Vedana ETL

vedana-etl is an incremental ETL pipeline built on Datapipe that:

  • reads the data model and the data itself from Grist;
  • converts them into graph structures (anchors, links);
  • loads nodes and edges into Memgraph;
  • generates embeddings for embeddable fields and writes them to pgvector;
  • supports an evaluation pipeline with a golden dataset.

Where to look

FileWhat’s inside
libs/vedana-etl/src/vedana_etl/catalog.pyAll Datapipe tables and their schemas.
libs/vedana-etl/src/vedana_etl/steps.pyStep implementations (get_data_model, get_grist_data, …).
libs/vedana-etl/src/vedana_etl/pipeline.pyAssembling the pipeline from steps.
libs/vedana-etl/src/vedana_etl/store.pyCustom Datapipe stores.
libs/vedana-etl/src/vedana_etl/schemas.pyGENERIC_NODE_DATA_SCHEMA, GENERIC_EDGE_DATA_SCHEMA.
libs/vedana-etl/src/vedana_etl/config.pyDBCONN_DATAPIPE, MEMGRAPH_CONN_ARGS.
libs/vedana-etl/src/vedana_etl/settings.pySettings (env).

ETL pipeline DAG

flowchart LR
    G1[("Grist:<br/>Data Model doc")] --> S1[get_data_model]
    G2[("Grist:<br/>Data doc")] --> S2[get_grist_data]
    G3[("Grist:<br/>Test Set doc")] --> SE[get_eval_gds_from_grist]

    S1 --> T1[(dm_anchors)]
    S1 --> T2[(dm_anchor_attributes)]
    S1 --> T3[(dm_links)]
    S1 --> T4[(dm_link_attributes)]
    S1 --> T5[(dm_queries)]
    S1 --> T6[(dm_prompts)]
    S1 --> T7[(dm_conversation_lifecycle)]

    S2 --> N1[(grist_nodes)]
    S2 --> E1[(grist_edges)]

    N1 --> P1[prepare_nodes] --> N2[(nodes)]
    E1 --> P2[prepare_edges] --> E2[(edges)]

    T2 --> I1[ensure_memgraph_node_indexes] --> M1[(memgraph_anchor_indexes)]
    T4 --> I2[ensure_memgraph_edge_indexes] --> M2[(memgraph_link_indexes)]

    N2 --> L1[pass_df_to_memgraph] --> MG1[(Memgraph nodes)]
    E2 --> L2[pass_df_to_memgraph] --> MG2[(Memgraph edges)]

    N2 --> EM1[generate_embeddings] --> V1[(rag_anchor_embeddings)]
    T2 --> EM1
    E2 --> EM2[generate_embeddings] --> V2[(rag_edge_embeddings)]
    T4 --> EM2

    SE --> EV[(eval_gds)]

    classDef store fill:#e3f2fd,stroke:#1976d2
    classDef step fill:#fff3e0,stroke:#f57c00
    class T1,T2,T3,T4,T5,T6,T7,N1,E1,N2,E2,M1,M2,MG1,MG2,V1,V2,EV store
    class S1,S2,SE,P1,P2,I1,I2,L1,L2,EM1,EM2 step

Naming conventions in Grist

Vedana ETL relies on strict naming conventions to wire up the Data doc, the Data Model doc, and Memgraph.
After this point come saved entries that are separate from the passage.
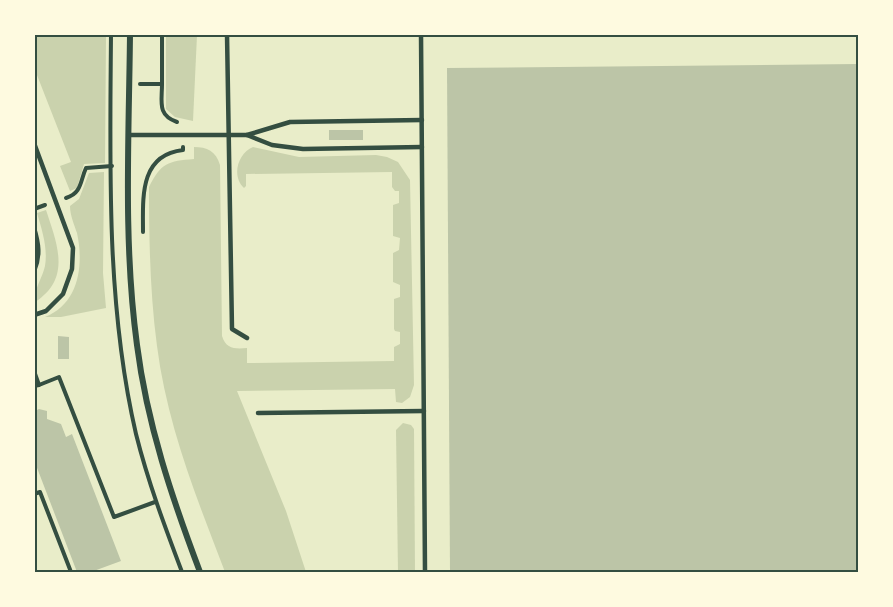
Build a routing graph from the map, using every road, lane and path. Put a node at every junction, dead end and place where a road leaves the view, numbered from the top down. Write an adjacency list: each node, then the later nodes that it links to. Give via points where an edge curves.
1 (130, 34): 6 (street)
2 (162, 34): 7 (path)
3 (227, 34): 11 (lane)
4 (421, 34): 8 (lane)
5 (111, 84): 6 (path)
6 (129, 84): 7 (path); 9 (street)
7 (162, 84): 10 (path, via 162,111 171,120 183,123)
8 (422, 120): 12 (lane, via 290,122); 14 (lane)
9 (129, 135): 10 (lane); 29 (street, via 130,261 140,363 170,492)
10 (182, 135): 11 (lane); 18 (path, via 183,150 163,155 148,175 143,190)
11 (227, 135): 12 (lane); 21 (lane, via 232,329)
12 (248, 135): 14 (lane, via 289,149)
13 (34, 143): 20 (lane, via 73,248 72,269 63,294)
14 (422, 147): 24 (lane)
15 (89, 166): 16 (path)
16 (112, 166)
17 (34, 226): 19 (path, via 40,246)
18 (143, 237)
19 (34, 272)
20 (34, 315)
21 (247, 338)
22 (34, 371): 23 (path)
23 (37, 386): 27 (path, via 59,377 114,517)
24 (424, 411): 25 (lane); 30 (lane)
25 (258, 413)
26 (34, 494): 28 (path, via 40,492)
27 (155, 502)
28 (71, 573)
29 (200, 573)
30 (425, 573)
Knowing the rules prevents the most common “ETL ran, but the graph is empty / partial” failure mode.

Data doc — tables must be prefixed

GristDataProvider discovers data tables purely by prefix (libs/vedana-core/src/vedana_core/data_provider.py:69-94):

  • Anchor tables — Anchor_<noun> (e.g. Anchor_person, Anchor_interest).
  • Link tables — Link_<sentence> (e.g. Link_PERSON_has_INTEREST).

The part after the prefix (<noun> / <sentence>) is what becomes the Memgraph label / edge type. A table that doesn’t start with Anchor_ or Link_ is invisible to ETL — it isn’t even listed and won’t trigger a warning.

Data Model doc — noun / sentence are the join keys

In the Data Model doc the join is the other side of the same key (libs/vedana-core/src/vedana_core/data_provider.py:174-178, libs/vedana-etl/src/vedana_etl/steps.py:160-200):

Data Model tableKey columnJoins to
Anchorsnounthe <noun> part of Anchor_<noun> in the Data doc
Anchor_attributesanchorAnchors.noun
Linkssentencethe <sentence> part of Link_<sentence> in Data
Link_attributeslinkLinks.sentence

So Anchors.noun = "person" ↔ Data doc table Anchor_person ↔ Memgraph label person. The Anchor_attributes.anchor = "person" rows describe which columns of Anchor_person Vedana should treat as attributes.

Attribute names — column name in Grist == attribute_name in Data Model

For each row in Anchor_attributes:

  • attribute_name must literally match a column name in the corresponding Anchor_<noun> table.
  • attribute_name is also the key Vedana stores in the Memgraph node’s properties.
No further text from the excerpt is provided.